Do we really need to have this conversation again? Just to cover the bases, let’s dig in. A little history lesson: there was once a time when Jet magazine’s most popular page was the very last section in the publication. It was a listing of when and where you could see Black people on television. Monday at 8: Gary Coleman on Diff’rent Stokes. Tuesday at 9: Kim Fields on The Facts of Life.
Marinate on that for a bit.
There actually needed to be a place in a magazine where Black people could find out where they could see other Black people on sitcoms, dramas and news specials.
And it was a single page.
Move forward to 2015, Black faces are everywhere on television. Salute to Kerry Washington, Viola Davis, Taraji P. Henson, Terrence Howard and the like. Just because there are enough Black faces on television to fill an entire issue of a magazine as opposed to a single page, doesn’t mean we don’t need a channel catered to a Black audience.

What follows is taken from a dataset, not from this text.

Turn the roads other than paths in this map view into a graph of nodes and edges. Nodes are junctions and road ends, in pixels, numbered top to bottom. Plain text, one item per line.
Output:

We know Stacey Dash is trolling us when she says there’s no need for BET (a particularly ridiculous claim considering BET resurrected her entire post-Clueless career with a role on The Game). Let’s be real here. Where will you see a special dedicated to highlighting the accomplishments of entertainers, athletes and activists like BET Honors? The easy answer would be to honor them during mainstream award shows. That would be awesome — but as #OscarsSoWhite has shown us, we’ve still got some work to do to bring that to fruition.
And BET showcases more than just Black artists. We honor those who represent our ideals and respect our history, no matter what color they are. Besides Darius Rucker, a former rocker turned country music musician, and rapper Nelly, who dipped his toe into the genre, are the Country Music Awards making room for non-white artists?

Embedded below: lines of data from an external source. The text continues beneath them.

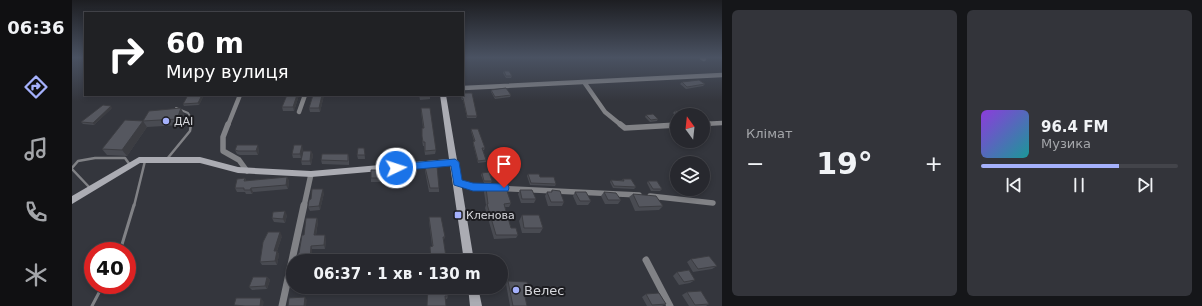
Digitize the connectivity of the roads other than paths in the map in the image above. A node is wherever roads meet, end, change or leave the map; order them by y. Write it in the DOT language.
graph roads {
  1 [pos="722,75"];
  2 [pos="584,82"];
  3 [pos="464,88"];
  4 [pos="240,96"];
  5 [pos="305,96"];
  6 [pos="444,96"];
  7 [pos="176,108"];
  8 [pos="299,112"];
  9 [pos="722,123"];
  10 [pos="710,124"];
  11 [pos="670,125"];
  12 [pos="167,159"];
  13 [pos="142,160"];
  14 [pos="455,162"];
  15 [pos="130,166"];
  16 [pos="72,168"];
  17 [pos="247,171"];
  18 [pos="311,174"];
  19 [pos="458,183"];
  20 [pos="91,188"];
  21 [pos="72,200"];
  22 [pos="713,203"];
  23 [pos="123,242"];
  24 [pos="468,254"];
  25 [pos="646,260"];
  26 [pos="98,294"];
  27 [pos="474,294"];
  28 [pos="92,306"];
  29 [pos="282,306"];
  30 [pos="476,306"];
  31 [pos="670,306"];
  1 -- 2 [label="street"];
  2 -- 3 [label="street"];
  2 -- 11 [label="street"];
  4 -- 17 [label="street"];
  5 -- 8 [label="street"];
  6 -- 14 [label="street"];
  7 -- 12 [label="lane"];
  9 -- 10 [label="street"];
  12 -- 13 [label="street"];
  12 -- 17 [label="street"];
  13 -- 15 [label="street"];
  13 -- 23 [label="lane"];
  14 -- 18 [label="street"];
  14 -- 19 [label="street"];
  15 -- 16 [label="lane"];
  15 -- 20 [label="street"];
  16 -- 20 [label="lane"];
  17 -- 18 [label="street"];
  18 -- 29 [label="street"];
  19 -- 22 [label="street"];
  19 -- 24 [label="street"];
  20 -- 21 [label="street"];
  25 -- 31 [label="street"];
  26 -- 28 [label="lane"];
  27 -- 30 [label="street"];
}
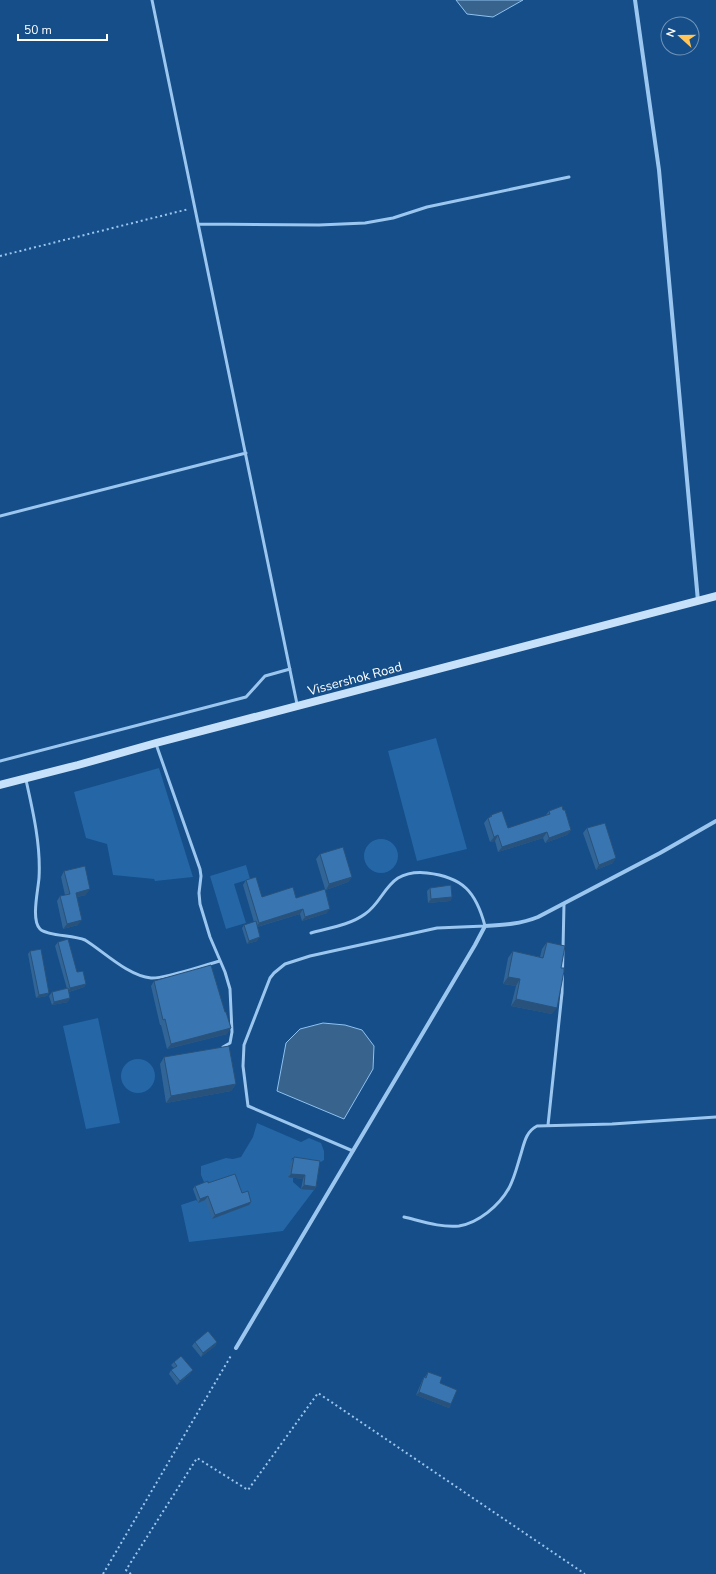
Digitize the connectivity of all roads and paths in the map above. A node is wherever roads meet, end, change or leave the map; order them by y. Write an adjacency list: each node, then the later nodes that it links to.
1 (152, 0): 4 (lane)
2 (635, 0): 10 (street)
3 (569, 177): 5 (lane)
4 (195, 207): 5 (lane); 6 (path)
5 (199, 224): 7 (lane)
6 (0, 256)
7 (246, 453): 8 (lane); 11 (lane)
8 (0, 516)
9 (716, 596): 10 (main road, Vissershok Road)
10 (698, 601): 12 (main road, Vissershok Road)
11 (290, 670): 12 (lane); 14 (lane)
12 (298, 706): 13 (main road, Vissershok Road)
13 (156, 743): 15 (main road, Vissershok Road); 21 (lane)
14 (0, 761)
15 (25, 778): 16 (main road, Vissershok Road); 21 (lane)
16 (0, 785)
17 (716, 821): 18 (street)
18 (564, 904): 19 (street); 24 (lane)
19 (485, 926): 20 (lane); 25 (street); 25 (lane)
20 (311, 933)
21 (220, 961): 22 (lane)
22 (217, 1048)
23 (716, 1117): 24 (lane)
24 (548, 1125): 26 (lane)
25 (353, 1151): 27 (street)
26 (404, 1217)
27 (236, 1348): 28 (path)
28 (103, 1574)
29 (131, 1574): 30 (path)
30 (585, 1574)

BET is an equal-opportunity supporter of quality entertainment. Justin Timberlake participated in the tribute to Charlie Wilson at the 2013 BET Awards; Tori Kelly and Robin Thicke honored Smokey Robinson at the 2015 BET Awards. Ask Sam Smith if we exclude other races. Yes, the word Black is part of our network’s name — that doesn’t mean we dismiss everyone else.
On January 31, BET will air its annual Celebration of Gospel. Where else would you see this? Gospel music pioneer Andraé Crouch recently passed away. All of the mainstream media news sites dutifully posted clipped obituaries. But where else will this man’s life be fully appreciated and honored by his peers in gospel music? Yup, BET.
When another network does a Celebration of Gospel, then come to me talking about whether or not BET is necessary.
When some channel rolls out the red carpet to celebrate African-Americans in music, then come to me talking about whether or not BET is necessary.
When any of the major networks have more than one or two shows devoted primarily to African-American characters, then come to me talking about whether or not BET is necessary. By the way, the answer would still be a resounding yes.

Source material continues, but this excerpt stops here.